On 8 August, Ceragon announced its rejection of the improved offer, claiming that “Aviat’s slightly improved revised IOI [indication of interest] continues to significantly undervalue the company on a variety of financial metrics,” while stressing that the Ceragon board is “open to exploring a transaction with Aviat or anyone else [hint hint?], but only if such combination delivers full, fair and certain value to Ceragon shareholders.”

The Ceragon team added: “​​While there is more work to be done, we are excited about the progress we are making and our outlook for the future. With the strength of our core business, combined with our new growth initiatives and supply chain normalisation, we expect to drive revenue of $325m to $345m in the full year 2023, and are targeting revenue of approximately $500m and gross margins of at least 34% to 36% within the next five years.” 

That’s quite a big step up from the $300m to $315m in revenues expected this year, so there was a get-out-of-jail clause included in the statement: “Our guidance is, of course, subject to potential downsides and upsides as we continue to address supply chain challenges facing the industry.” In other words, please keep $500m in mind but don’t hold us to it…

Aviat then upped the ante with a few corporate jabs, issuing a statement on 10 August that cited a report from independent proxy advisory firm Institutional Shareholder Services (ISS) as being critical of the Ceragon board’s passive approach and Ceragon’s “track record of underperformance.” It also claimed that ISS recommended the removal of two Ceragon board members. "We are pleased that ISS recognises the need for boardroom change at Ceragon to ensure an independent evaluation of strategic alternatives, including Aviat's acquisition proposal," noted Aviat’s Smith in the statement. "We believe, however, that the fastest path to a premium transaction lies in not just removing two of Ceragon's entrenched directors, but also removing ALL THREE of the targeted directors, and electing our highly qualified director nominees to independently consider value creation opportunities.”

Interestingly, at the same time, Ceragon was also citing ISS, which doesn’t appear to be particularly enamoured with either party. Ceragon noted in its statement that ISS “recommends that shareholders vote AGAINST all of Aviat’s nominees,” and that ISS noted that the Aviat takeover offer “lacks the certainty seen in typical M&A proxy contests. This is also a sizeable transaction for the bidder, so concerns regarding its ability to close are not completely unfounded.” 

Ouch!

What has made matters worse for Ceragon during this tussle with Aviat is that it has been without a chief financial officer – its previous CFO, Ran Vered, quit in March and left in May to join a non-telecom business software developer. 

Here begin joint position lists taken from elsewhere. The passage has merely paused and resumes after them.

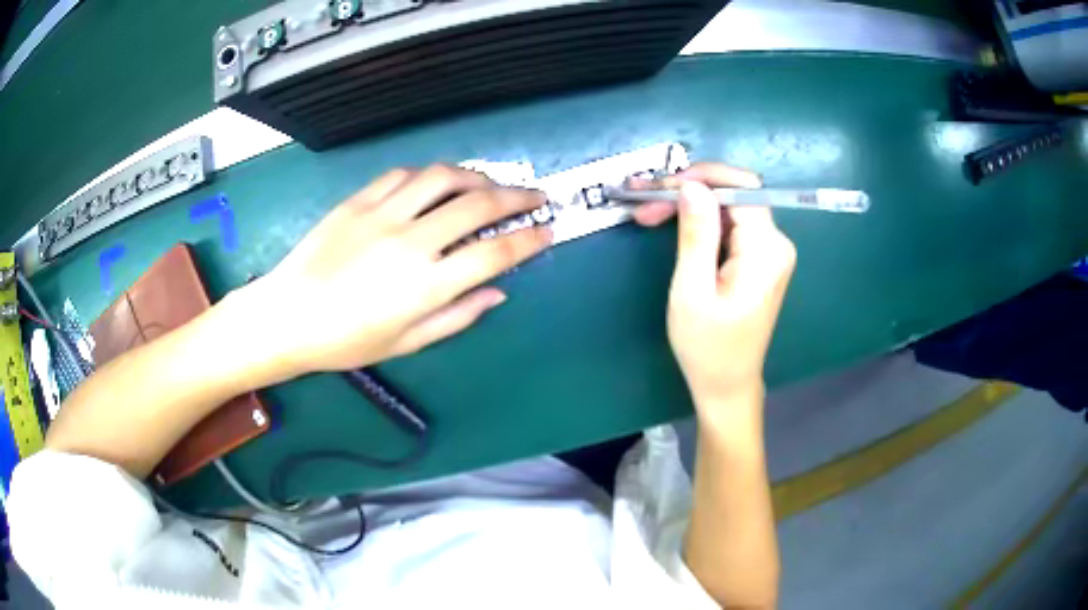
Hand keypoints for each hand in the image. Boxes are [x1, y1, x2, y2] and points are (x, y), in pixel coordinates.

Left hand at [250, 165, 551, 374]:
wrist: (288, 316)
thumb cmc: (347, 341)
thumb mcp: (408, 342)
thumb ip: (458, 316)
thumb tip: (498, 293)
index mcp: (426, 286)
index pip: (494, 253)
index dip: (529, 239)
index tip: (547, 231)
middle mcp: (411, 242)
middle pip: (478, 205)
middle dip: (517, 197)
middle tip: (535, 196)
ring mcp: (383, 215)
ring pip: (443, 178)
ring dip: (477, 176)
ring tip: (490, 183)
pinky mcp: (359, 201)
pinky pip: (404, 174)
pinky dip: (431, 174)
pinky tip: (439, 182)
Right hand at [635, 164, 795, 415]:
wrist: (727, 386)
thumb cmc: (708, 348)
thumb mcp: (692, 291)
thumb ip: (696, 235)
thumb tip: (692, 186)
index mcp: (766, 250)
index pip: (742, 187)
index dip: (702, 176)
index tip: (663, 184)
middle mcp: (775, 245)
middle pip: (733, 196)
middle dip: (689, 191)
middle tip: (645, 202)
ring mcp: (769, 253)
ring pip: (728, 209)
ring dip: (689, 206)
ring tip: (649, 213)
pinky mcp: (758, 261)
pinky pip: (729, 228)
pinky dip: (700, 223)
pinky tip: (672, 226)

The company has now named Ronen Stein as its new CFO, though he doesn’t start until 21 September, almost a month after the shareholders’ meeting that is set to be quite lively. Stein has “extensive experience in mergers and acquisitions in diverse industries, leading transactions from both sides of the table,” which will make him a very handy person to have on board as the Aviat tussle is likely to be ongoing for a while yet, whatever the outcome of the upcoming meeting.

He also has industry experience, having most recently been the CFO at fixed wireless access technology developer Siklu. Ceragon says Stein will “provide financial and strategic leadership and planning to help accelerate Ceragon’s business momentum and deliver profitable growth.” But he’ll only get to prove himself if Aviat’s takeover attempt is unsuccessful.

In the meantime, the mobile operator customers of both Aviat and Ceragon, of which there are many for both, are likely not best pleased at such important suppliers spending so much time, effort and attention on a corporate battle that will not be helping them focus on meeting customers’ needs – both have wireless backhaul products that play an important role in the data transport segments of 5G as well as 4G networks. The operators will be hoping the saga is over soon and that they don’t have to step in and collectively knock some heads together.